One disadvantage of mixed economies is that they tend to lean more toward government control and less toward individual freedoms. Sometimes, government regulation requirements may cost a company so much that it puts it out of business. In addition, unsuccessful regulations may paralyze features of production. This, in return, can cause the economic balance to shift.

Another negative is that the government decides the amount of tax on products, which leads to people complaining about high taxes and their unwillingness to pay them. Moreover, lack of price control management can cause shortages in goods and can result in a recession.

Disadvantages of Social Democratic Policy In a Mixed Economy

While most modern forms of government are consistent with some form of mixed economy, given the broad range of economic systems that can be described by the term, the mixed economy is most commonly associated with social democratic parties or nations run by social democratic governments. In contemporary terms, “social democracy” usually refers to a social corporatist arrangement and a welfare state in developed capitalist economies.

Critics of contemporary social democracy argue that when social democracy abandoned Marxism it also abandoned socialism and has become, in effect, a liberal capitalist movement. They argue that this has made social democrats similar to center-left, but pro-capitalist groups, such as the U.S. Democratic Party.

image

The Democratic Party Logo: The Democratic party in the United States is seen by some critics of contemporary social democracy (and mixed economies) as a watered-down, pro-capitalist movement.

Marxian socialists argue that because social democratic programs retain the capitalist mode of production they also retain the fundamental issues of capitalism, including cyclical fluctuations, exploitation and alienation. Social democratic programs intended to ameliorate capitalism, such as unemployment benefits or taxation on profits and the wealthy, create contradictions of their own through limiting the efficiency of the capitalist system by reducing incentives for capitalists to invest in production.

Others contrast social democracy with democratic socialism by defining the former as an attempt to strengthen the welfare state and the latter as an alternative socialist economic system to capitalism. The democratic socialist critique of social democracy states that capitalism could never be sufficiently “humanized” and any attempt to suppress the economic contradictions of capitalism would only cause them to emerge elsewhere. For example, attempts to reduce unemployment too much would result in inflation, and too much job security would erode labor discipline. In contrast to social democracy, democratic socialists advocate a post-capitalist economic system based either on market socialism combined with workers self-management, or on some form of participatory-economic planning.

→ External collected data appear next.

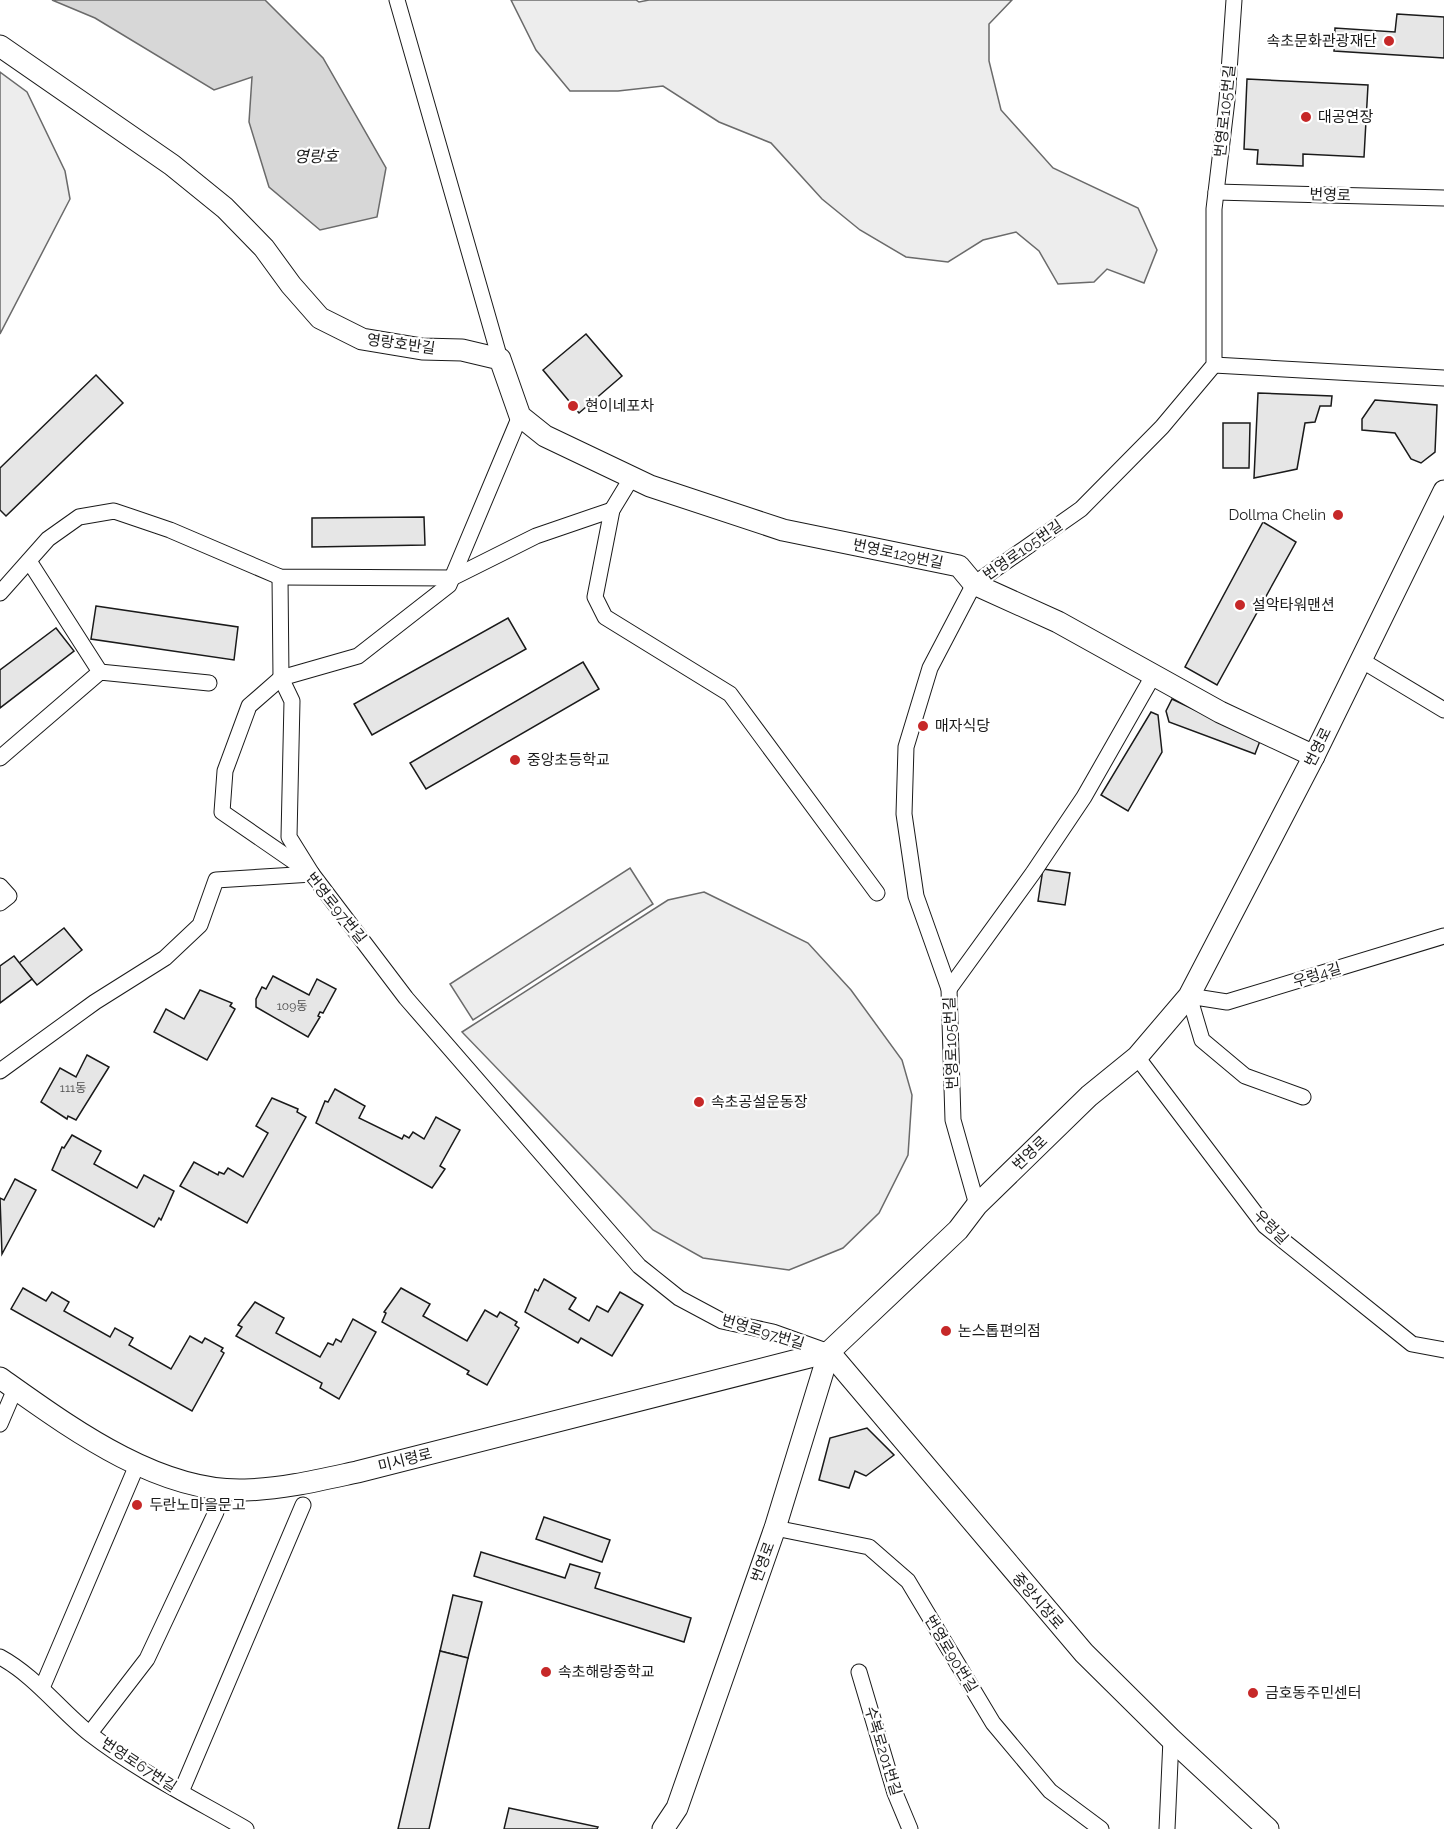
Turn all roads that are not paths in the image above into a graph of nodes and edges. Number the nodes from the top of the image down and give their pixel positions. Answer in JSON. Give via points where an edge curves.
{"nodes":[{"id":1,"x":397,"y":0,"type":"edge"},
{"id":2,"x":1234,"y":0,"type":"edge"},
{"id":3,"x":0,"y":46,"type":"edge"},
{"id":4,"x":1216,"y":192,"type":"junction"},
{"id":5,"x":1444,"y":198,"type":"edge"},
{"id":6,"x":500,"y":359,"type":"junction"},
{"id":7,"x":1214,"y":365,"type":"junction"},
{"id":8,"x":1444,"y":378,"type":"edge"},
{"id":9,"x":520,"y":416,"type":"junction"},
{"id":10,"x":632,"y":477,"type":"junction"},
{"id":11,"x":1444,"y":491,"type":"edge"},
{"id":12,"x":612,"y":510,"type":"junction"},
{"id":13,"x":29,"y":561,"type":"junction"},
{"id":14,"x":280,"y":577,"type":"junction"},
{"id":15,"x":452,"y":578,"type":"junction"},
{"id":16,"x":974,"y":584,"type":"junction"},
{"id":17,"x":0,"y":593,"type":"edge"},
{"id":18,"x":1361,"y":660,"type":"junction"},
{"id":19,"x":100,"y":672,"type":"junction"},
{"id":20,"x":1153,"y":676,"type":"junction"},
{"id":21,"x":281,"y":678,"type":"junction"},
{"id":22,"x":209,"y":683,"type":"dead end"},
{"id":23,"x":1444,"y":710,"type":"edge"},
{"id":24,"x":1314,"y":756,"type":"junction"},
{"id":25,"x":0,"y":758,"type":"edge"},
{"id":26,"x":312,"y":874,"type":"junction"},
{"id":27,"x":0,"y":886,"type":"edge"},
{"id":28,"x":877,"y":893,"type":"dead end"},
{"id":29,"x":0,"y":903,"type":"edge"},
{"id":30,"x":1444,"y":936,"type":"edge"},
{"id":31,"x":949,"y":989,"type":"junction"},
{"id":32,"x":1189,"y":996,"type":"junction"},
{"id":33,"x":1137,"y":1058,"type":"junction"},
{"id":34,"x":0,"y":1071,"type":"edge"},
{"id":35,"x":1303,"y":1097,"type":"dead end"},
{"id":36,"x":977,"y":1205,"type":"junction"},
{"id":37,"x":1444,"y":1350,"type":"edge"},
{"id":38,"x":829,"y":1352,"type":"junction"},
{"id":39,"x":7,"y":1383,"type":"edge"},
{"id":40,"x":0,"y":1424,"type":"edge"},
{"id":41,"x":137,"y":1465,"type":"junction"},
{"id":42,"x":303,"y":1505,"type":"dead end"},
{"id":43,"x":216,"y":1512,"type":"dead end"},
{"id":44,"x":775,"y":1528,"type":"junction"},
{"id":45,"x":0,"y":1657,"type":"edge"},
{"id":46,"x":859,"y":1672,"type":"dead end"},
{"id":47,"x":42,"y":1688,"type":"junction"},
{"id":48,"x":90,"y":1734,"type":"junction"},
{"id":49,"x":1171,"y":1739,"type":"junction"},
{"id":50,"x":181,"y":1792,"type":"junction"},
{"id":51,"x":246,"y":1829,"type":"edge"},
{"id":52,"x":663,"y":1829,"type":"edge"},
{"id":53,"x":910,"y":1829,"type":"edge"},
{"id":54,"x":1101,"y":1829,"type":"edge"},
{"id":55,"x":1167,"y":1829,"type":"edge"},
{"id":56,"x":1268,"y":1829,"type":"edge"}],
"edges":[{"from":1,"to":6,"type":"street"},
{"from":2,"to":4,"type":"street","name":"번영로105번길"},
{"from":3,"to":6,"type":"street","name":"영랑호반길","via":[[172,165],[225,208],[264,248],[320,318],[362,339],[422,349],[462,350]]},
{"from":4,"to":5,"type":"street","name":"번영로"},
{"from":4,"to":7,"type":"street","name":"번영로105번길"},
{"from":6,"to":9,"type":"street"},
{"from":7,"to":8,"type":"street"},
{"from":7,"to":16,"type":"street","name":"번영로105번길","via":[[1162,427],[1081,509]]},
{"from":9,"to":10,"type":"street","name":"번영로129번길","via":[[545,436]]},
{"from":9,"to":15,"type":"street","name":"번영로97번길"},
{"from":10,"to":12,"type":"street"},
{"from":10,"to":16,"type":"street","name":"번영로129번길","via":[[783,530],[959,566]]},
{"from":11,"to":18,"type":"street","name":"번영로"},
{"from":12,"to":15,"type":"street","via":[[536,536]]},
{"from":12,"to":28,"type":"street","via":[[595,597],[605,617],[730,694]]},
{"from":13,"to":14,"type":"street","via":[[48,539],[79,517],[114,511],[170,530]]},
{"from":13,"to":17,"type":"street"},
{"from":13,"to":19,"type":"street"},
{"from":14,"to":15,"type":"street"},
{"from":14,"to":21,"type":"street"},
{"from":15,"to":21,"type":"street","name":"번영로97번길","via":[[449,585],[358,656]]},
{"from":16,"to":20,"type":"street","name":"번영로129번길","via":[[1106,646]]},
{"from":16,"to":31,"type":"street","name":"번영로105번길","via":[[930,668],[906,747],[904,814],[916,896]]},
{"from":18,"to":23,"type":"street"},
{"from":18,"to":24,"type":"street","name":"번영로"},
{"from":19,"to":22,"type":"street"},
{"from":19,"to":25,"type":"street"},
{"from":20,"to":24,"type":"street","name":"번영로129번길"},
{"from":20,"to":31,"type":"street","via":[[1084,797]]},
{"from":21,"to":26,"type":"street","via":[[292,701],[289,837]]},
{"from":21,"to":26,"type":"street","name":"번영로97번길","via":[[249,706],[225,771],[222,812]]},
{"from":24,"to":32,"type":"street","name":"번영로"},
{"from":26,"to":34,"type":"street","via":[[216,880],[200,925],[173,952],[95,1002]]},
{"from":26,"to":38,"type":"street","name":"번영로97번길","via":[[406,998],[639,1266],[679,1298],[722,1321],[773,1332]]},
{"from":27,"to":29,"type":"street","via":[[9,896]]},
{"from":30,"to":32,"type":"street","name":"우렁4길","via":[[1227,1002]]},
{"from":31,"to":36,"type":"street","name":"번영로105번길","via":[[953,1120]]},
{"from":32,"to":33,"type":"street","name":"번영로"},
{"from":32,"to":35,"type":"street","via":[[1202,1040],[1245,1076]]},
{"from":33,"to":36,"type":"street","name":"번영로","via":[[1089,1096]]},
{"from":33,"to":37,"type":"street","name":"우렁길","via":[[1265,1226],[1412,1344]]},
{"from":36,"to":38,"type":"street","name":"번영로","via":[[958,1230]]},
{"from":38,"to":41,"type":"street","name":"미시령로","via":[[357,1472],[286,1486],[242,1490],[196,1484]]},
{"from":38,"to":44,"type":"street","name":"번영로"},
{"from":38,"to":49,"type":"street","name":"중앙시장로","via":[[1048,1613]]},
{"from":39,"to":40,"type":"street"},
{"from":39,"to":41,"type":"street","name":"미시령로","via":[[78,1434]]},
{"from":41,"to":47,"type":"street"},
{"from":42,"to":50,"type":"street"},
{"from":43,"to":48,"type":"street","via":[[147,1659]]},
{"from":44,"to":52,"type":"street","name":"번영로","via":[[677,1808]]},
{"from":44,"to":54,"type":"street","name":"번영로90번길","via":[[869,1547],[908,1581],[993,1723],[1050,1791]]},
{"from":45,"to":47,"type":"street","name":"번영로67번길"},
{"from":46,"to":53,"type":"street","name":"수복로201번길","via":[[895,1793]]},
{"from":47,"to":48,"type":"street","name":"번영로67번길"},
{"from":48,"to":50,"type":"street","name":"번영로67번길"},
{"from":49,"to":55,"type":"street"},
{"from":49,"to":56,"type":"street","name":"중앙시장로"},
{"from":50,"to":51,"type":"street","name":"번영로67번길"}]}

Social democracy can also be contrasted with market socialism. While a common goal of both systems is to achieve greater social and economic equality, market socialism does so by changes in enterprise ownership and management, whereas social democracy attempts to do so by government-imposed taxes and subsidies on privately owned enterprises. Market socialists criticize social democracy for maintaining a property-owning capitalist class, which has an active interest in reversing social democratic policies and a disproportionate amount of power over society to influence governmental policy as a class.